No two people are the same. They each have their own stories to tell and travelling, I’ve learnt, teaches you to pay attention to them. I once met a woman named Vera. I was heading up to Scotland to visit my sister, and Vera, along with her husband and her handicapped son, Philip, were heading up to celebrate her mother’s 96th birthday. We talked for hours about how she was one of nine siblings born in Ireland and now lived in Australia, how her and her husband had been travelling the world since retiring a few years before. She gleefully shared an anecdote about how a visit to a café in Wales where a black cat jumped onto their table and started drinking the milk straight from the milk jar had caused her husband to detest all cats.

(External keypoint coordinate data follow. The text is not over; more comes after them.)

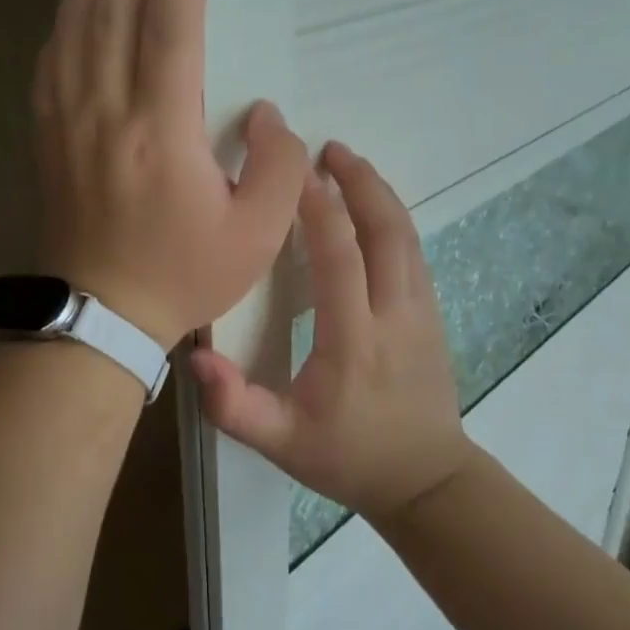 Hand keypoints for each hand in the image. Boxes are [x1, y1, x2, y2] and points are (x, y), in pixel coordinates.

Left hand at [33, 0, 308, 348]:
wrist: (97, 315)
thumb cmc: (182, 276)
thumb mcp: (256, 235)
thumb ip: (279, 167)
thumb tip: (267, 114)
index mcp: (160, 129)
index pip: (170, 21)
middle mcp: (106, 108)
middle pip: (110, 1)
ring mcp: (67, 117)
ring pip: (74, 19)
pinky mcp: (46, 131)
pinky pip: (52, 54)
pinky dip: (67, 11)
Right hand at [190, 141, 473, 518]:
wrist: (427, 480)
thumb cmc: (348, 458)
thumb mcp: (282, 444)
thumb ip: (235, 406)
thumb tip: (196, 358)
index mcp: (354, 340)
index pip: (339, 256)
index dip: (317, 207)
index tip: (292, 171)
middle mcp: (395, 314)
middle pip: (384, 230)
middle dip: (357, 181)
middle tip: (326, 148)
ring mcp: (422, 311)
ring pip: (406, 235)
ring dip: (378, 192)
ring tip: (348, 162)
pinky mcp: (433, 314)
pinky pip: (414, 251)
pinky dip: (393, 216)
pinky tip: (372, 205) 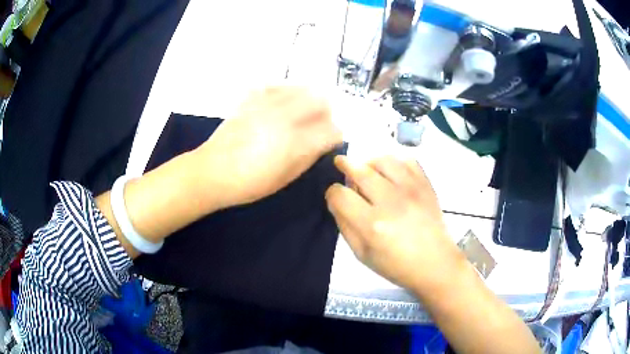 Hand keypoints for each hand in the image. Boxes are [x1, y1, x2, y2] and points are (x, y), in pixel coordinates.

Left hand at [197, 86, 342, 209]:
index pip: (332, 130)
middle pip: (321, 100)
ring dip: (308, 98)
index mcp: (297, 143)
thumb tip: (322, 143)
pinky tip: (280, 102)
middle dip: (326, 112)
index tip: (330, 141)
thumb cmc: (250, 183)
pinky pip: (277, 85)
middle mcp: (286, 118)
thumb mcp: (286, 178)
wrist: (213, 171)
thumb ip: (308, 157)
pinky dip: (285, 90)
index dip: (335, 136)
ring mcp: (268, 104)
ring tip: (302, 111)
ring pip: (301, 88)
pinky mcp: (252, 99)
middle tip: (318, 123)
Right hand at [325, 155, 465, 293]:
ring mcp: (411, 189)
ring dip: (369, 161)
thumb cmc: (396, 265)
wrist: (435, 263)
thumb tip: (334, 200)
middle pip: (360, 170)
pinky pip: (407, 160)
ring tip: (367, 169)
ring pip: (383, 160)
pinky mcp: (425, 184)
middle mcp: (390, 202)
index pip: (340, 195)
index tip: (335, 195)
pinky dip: (394, 161)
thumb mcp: (362, 254)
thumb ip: (344, 225)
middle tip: (340, 163)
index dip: (332, 193)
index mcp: (372, 225)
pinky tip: (391, 172)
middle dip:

For some inexplicable reason, I wrote everything I remembered of Vera’s story as soon as I got off the train. I confess, I’ve never used any of the details, but I’ve often thought about her as I write characters. A character might share her openness or use one of the pet names that she called (she never once asked me my name). In many ways, Vera has stayed with me. She may not be in the novel I’m writing at the moment, but you never know when her story about planning to fly to Adelaide with her son in order to avoid a long car or boat journey, only to discover that their flight had been cancelled, will find its way into one of my books. She didn’t grow up in London like my friends and I did. She didn’t speak the same way as we do or laugh at the same jokes. She was completely unique. I once read that ‘stories live inside other stories’. The stories you hear will join a plot that you already have and make it complex, nuanced and far more interesting!

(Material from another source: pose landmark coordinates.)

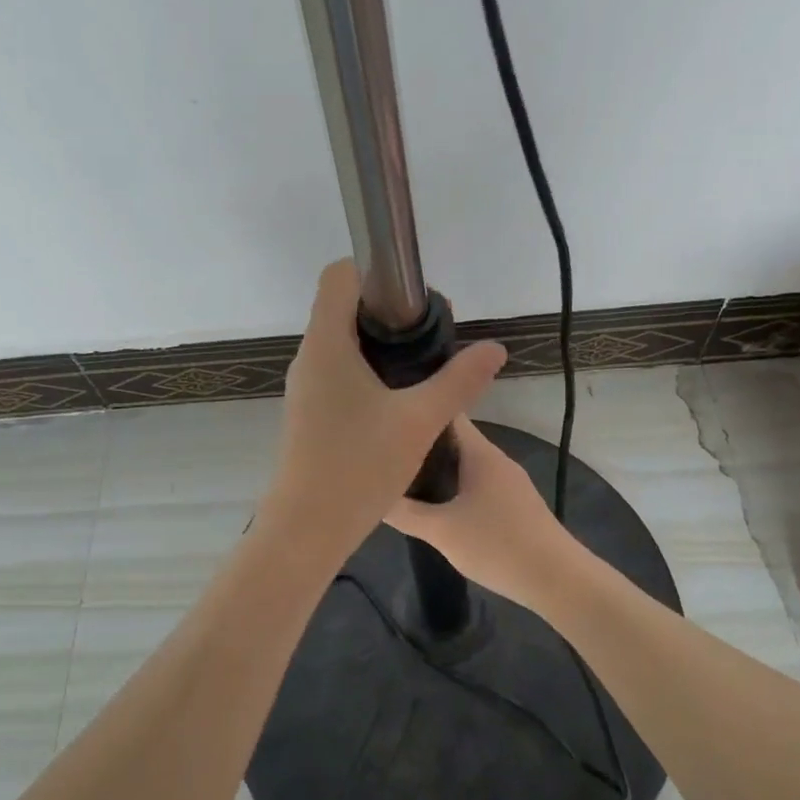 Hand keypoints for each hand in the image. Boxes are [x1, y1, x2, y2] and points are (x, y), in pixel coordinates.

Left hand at [261, 261, 506, 552]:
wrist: (307, 528)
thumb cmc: (359, 465)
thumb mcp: (421, 420)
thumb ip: (460, 380)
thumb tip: (495, 349)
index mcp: (326, 343)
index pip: (338, 275)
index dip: (375, 271)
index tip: (415, 298)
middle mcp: (308, 357)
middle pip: (342, 307)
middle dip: (387, 312)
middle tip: (430, 336)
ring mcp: (304, 386)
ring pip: (340, 343)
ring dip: (378, 345)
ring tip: (420, 369)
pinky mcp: (308, 412)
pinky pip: (337, 372)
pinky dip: (366, 372)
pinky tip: (396, 402)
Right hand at [384, 417, 577, 609]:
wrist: (559, 580)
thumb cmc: (498, 546)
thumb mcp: (441, 531)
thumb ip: (403, 512)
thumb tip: (372, 495)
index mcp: (480, 452)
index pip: (447, 412)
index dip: (418, 406)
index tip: (388, 412)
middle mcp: (495, 459)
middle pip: (452, 439)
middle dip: (419, 442)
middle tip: (382, 450)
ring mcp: (508, 482)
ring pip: (464, 465)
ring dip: (436, 469)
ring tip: (400, 476)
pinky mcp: (514, 505)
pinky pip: (475, 484)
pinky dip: (453, 488)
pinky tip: (435, 506)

WHEN IN ROME, DO AS THE ROMANS DO
When you’re around the people you know, you have a reputation to keep, an image to maintain. When you’re travelling though, none of that matters! The world opens up and the possibilities suddenly become endless. Those things that you’re afraid to do, that dress you’re too shy to wear, that thing you’re too nervous to try because you may look stupid doing it? They’re all things you can finally do! Why? Because you’re never going see those people again. And if you do, they may end up becoming some of the most important people in your life: your soul sister, your brother from another mother, the love of your life.
The point is to get out there. Explore. Take risks. Learn. Go to Rome and figure out what the hell the Romans do that makes the saying ‘when in Rome, do as the Romans do’ so significant! Travelling is good for the soul, it makes us more tolerant and understanding and, if you’re doing it right, it just makes you a better person all together. Get off your chair, escape the confines of your room, and see something new. Talk to new people. Absorb information. Bonus points for the fact that all of these things will exponentially add to your writing arsenal!